Hence follows that the amount of vanadium (176.7 g/h) charged into the shaft gasifier 1, i.e. into its primary-gas reaction zone 5 and secondary-gas reaction zone 3, recurred in the slag in an amount of 156.24 g/h, while in the dust of the crude gas no more than 15.92 g/h were contained. The remainder was found as enrichment in the refractory lining of the shaft furnace. As in Example 1, it has not been taken into account with this balance of vanadium that the dust, after having left the shaft gasifier 1, is supplied to the primary-gas reaction zone 5, by which measure almost all of the vanadium is present in the slag in the melted state. In an attempt to leach the solidified slag with H2 O, no V could be detected in the H2 O.
By the method according to the invention it is possible to melt V, Fe, Ni, Cr and other heavy metals almost completely into the slag. It is of a particular advantage to prevent the formation of soot in the primary-gas reaction zone, because soot absorbs heavy metals.
As is apparent from FIG. 2, according to a further exemplary embodiment, a supply duct 22 enters into the primary-gas reaction zone 5, through which sewage sludge 23 with a residual moisture of at most 50 to 60% is fed.
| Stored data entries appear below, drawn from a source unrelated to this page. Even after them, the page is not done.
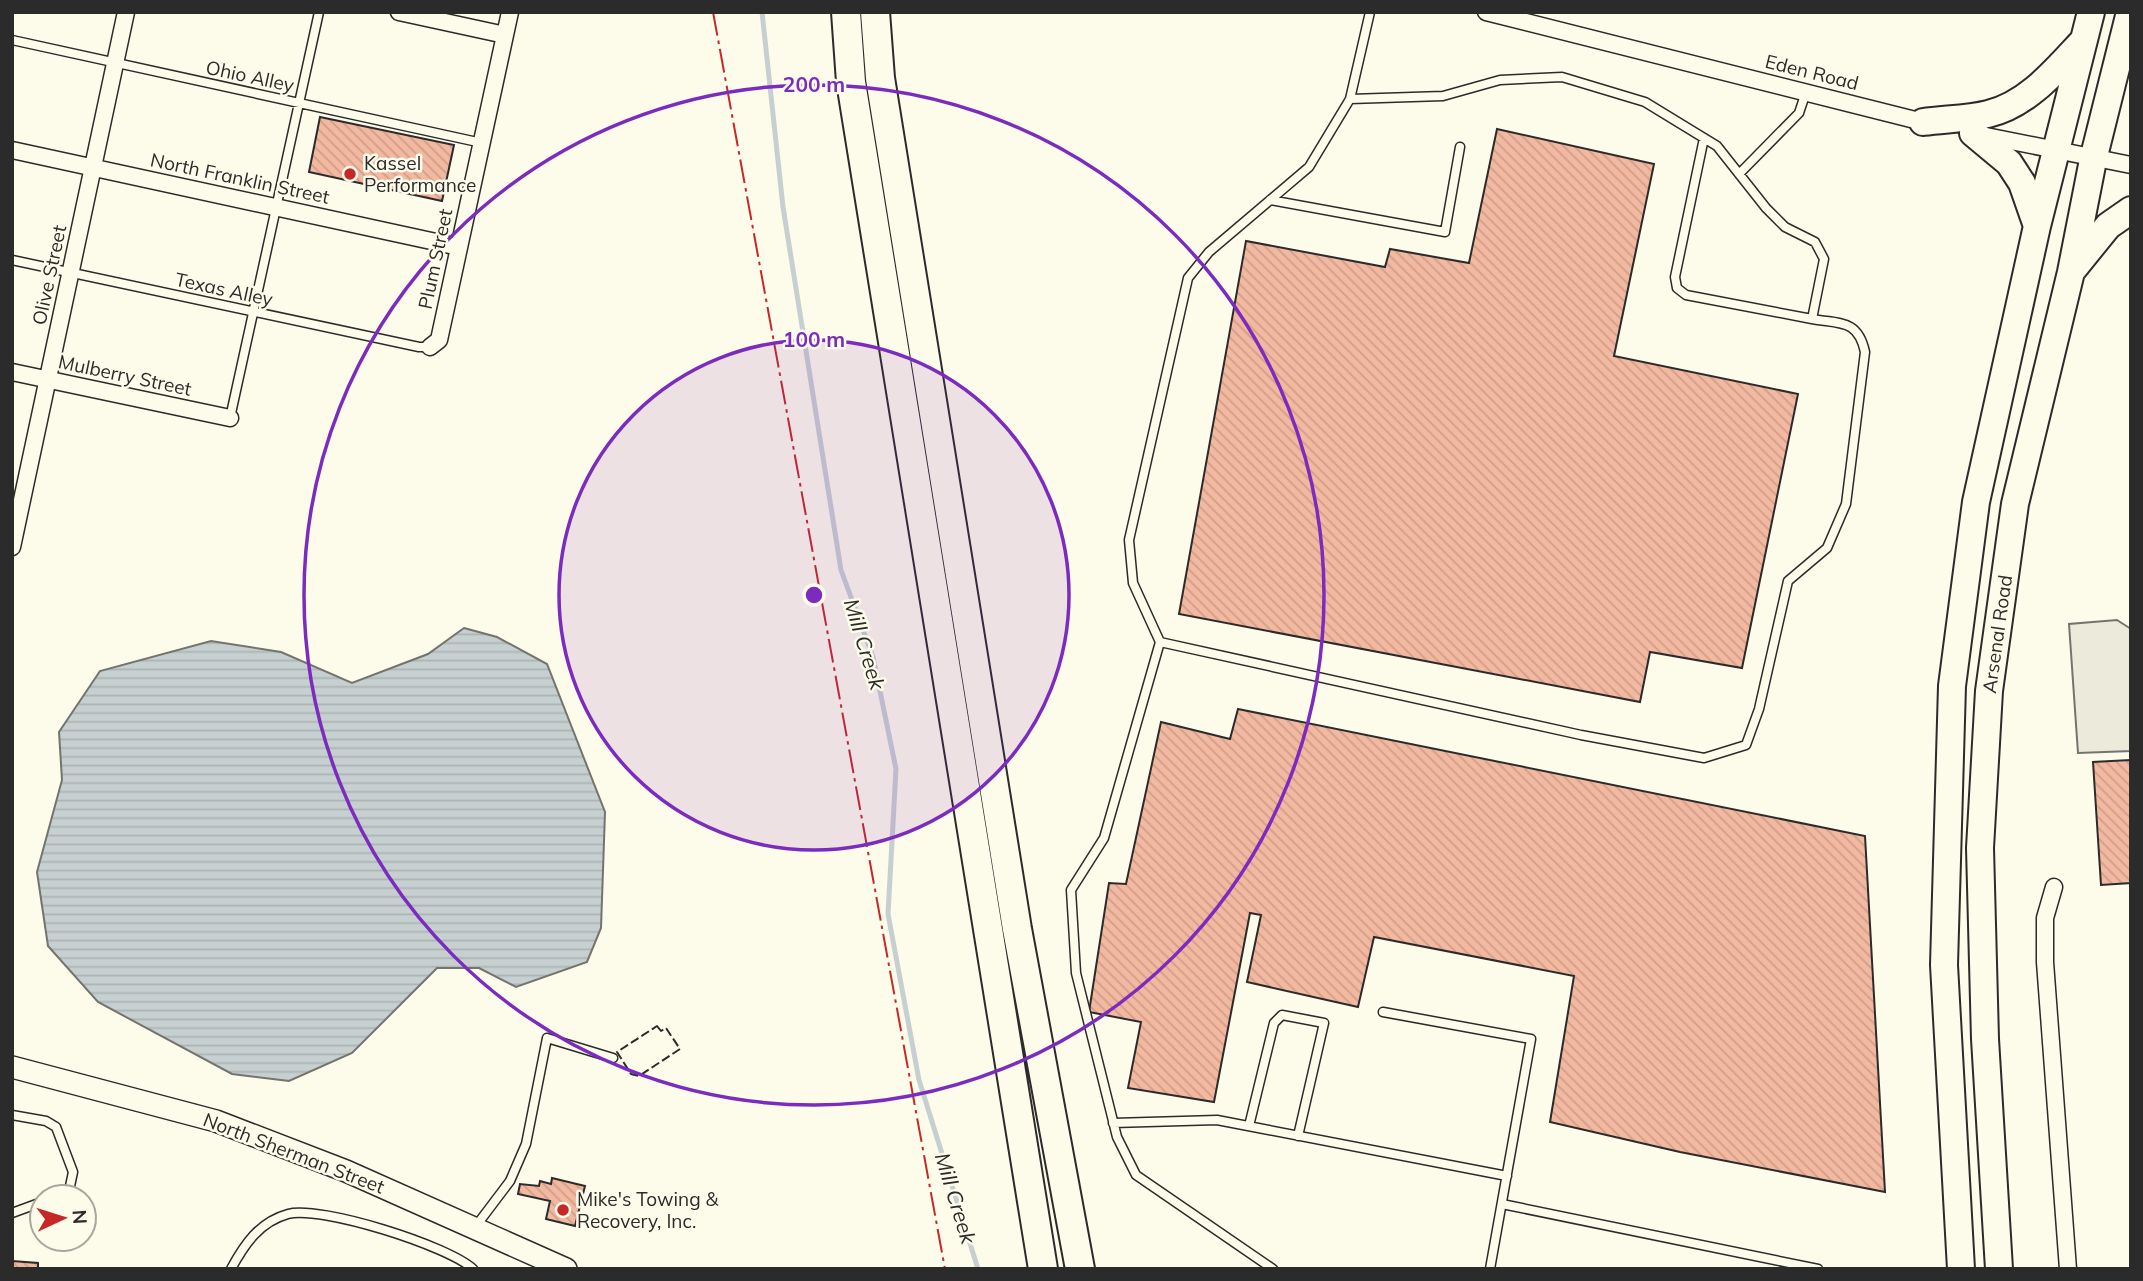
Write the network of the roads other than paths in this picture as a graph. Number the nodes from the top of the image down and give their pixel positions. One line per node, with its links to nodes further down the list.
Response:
1 (126, 12): 15 (street, Olive Street)
2 (319, 12): 18 (lane)
3 (399, 12): 11 (street)
4 (510, 12): 11 (street, Plum Street)
5 (846, 12): 61 (highway)
6 (875, 12): 62 (highway)
7 (1370, 12): 17 (lane)
8 (1486, 12): 16 (street, Eden Road)
9 (2091, 12): 12 (highway, Arsenal Road)
10 (2130, 12): 14 (highway, Arsenal Road)
11 (505, 35): 22 (street, Plum Street)
12 (2085, 38): 19 (highway); 25 (highway, Arsenal Road)
13 (12, 40): 15 (lane, Ohio Alley)
14 (2128, 50): 26 (highway, Arsenal Road)
15 (116, 62): 18 (lane, Ohio Alley); 28 (street, Olive Street)
16 (1806, 92): 19 (street, Eden Road); 29 (lane)
17 (1350, 99): 21 (lane); 30 (lane)
18 (299, 102): 22 (lane, Ohio Alley); 31 (lane)
19 (1923, 122): 20 (street, Eden Road)
20 (1973, 133): 25 (street, Eden Road); 33 (highway)
21 (1704, 138): 29 (lane); 39 (lane)
22 (481, 143): 34 (street, Plum Street)
23 (1460, 147): 30 (lane)
24 (12, 150): 28 (street, North Franklin Street)
25 (2057, 152): 26 (street, Eden Road); 33 (highway, Arsenal Road)
26 (2093, 160): 27 (street, Eden Road); 37 (highway, Arsenal Road)
27 (2131, 165)
28 (93, 168): 31 (street, North Franklin Street); 36 (street, Olive Street)
29 (1739, 174): 39 (lane)
30 (1270, 200): 45 (lane)
31 (276, 207): 34 (street, North Franklin Street); 38 (lane)
32 (2131, 210): 37 (highway)
33 (2037, 226): 66 (highway, Arsenal Road)
34 (459, 247): 40 (street, Plum Street)
35 (12, 260): 36 (lane, Texas Alley)
36 (71, 272): 38 (lane, Texas Alley); 42 (street, Olive Street)
37 (2071, 272): 67 (highway, Arsenal Road)
38 (253, 312): 40 (lane, Texas Alley); 43 (lane)
39 (1812, 319): 45 (lane)
40 (430, 347)
41 (12, 372): 42 (street, Mulberry Street)
42 (48, 380): 43 (street, Mulberry Street); 44 (street, Olive Street)
43 (230, 418)
44 (12, 547)
45 (1160, 642): 51 (lane)
46 (2054, 887): 68 (street)
47 (1383, 1012): 54 (lane)
48 (613, 1058): 57 (lane)
49 (12, 1067): 57 (main road, North Sherman Street)
50 (12, 1115): 55 (lane)
51 (1113, 1123): 52 (lane); 63 (lane)
52 (1249, 1126): 53 (lane); 53 (lane)
53 (1298, 1136): 54 (lane)
54 (1507, 1176): 56 (lane)
55 (71, 1183)
56 (1502, 1204): 64 (lane); 65 (lane)
57 (475, 1227): 60 (main road, North Sherman Street)
58 (231, 1269): 59 (lane)
59 (473, 1269)
60 (566, 1269)
61 (1043, 1269)
62 (1080, 1269)
63 (1273, 1269)
64 (1490, 1269)
65 (1818, 1269)
66 (1961, 1269)
67 (1999, 1269)
68 (2068, 1269)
The sewage sludge 23 can can also be mixed with the residues 14 to be utilized prior to the feeding of the same, through a branch duct 24 entering into the duct feeding the residues 14 to be utilized.
The sewage sludge 23 is introduced into the primary-gas reaction zone 5 preferably in an amount of up to 30% of the amount of the residues 14 to be utilized.
The ash portions of the carbon-containing charge, of the heavy-metal-containing residue and of the sewage sludge have been melted into the glassily solidified slag, and thus are dumpable without any risk to the environment.

Claims (14)

What we claim is:
1. A method for processing the combustible residue of a chemical process, which residue contains heavy metal components, in a shaft gasifier having a primary-gas reaction zone and a secondary-gas reaction zone, said method comprising the steps of
forming a solid bed of carbon-containing material in the primary-gas reaction zone of said gasifier,
introducing charging substances including an oxygen bearing gas and said heavy-metal-containing residue into said primary-gas reaction zone,
introducing into said gasifier slag-forming substances for absorbing and setting the heavy metals contained in said residue,
burning said oxygen bearing gas and heavy metal containing residue to produce a primary gas in said primary-gas reaction zone and a secondary gas in said secondary-gas reaction zone, and
maintaining a temperature in said solid bed at a level to produce slag and ash from said charging and slag-forming substances and above the melting point of said slag and ash, and to keep the viscosity of said slag below 100 poise.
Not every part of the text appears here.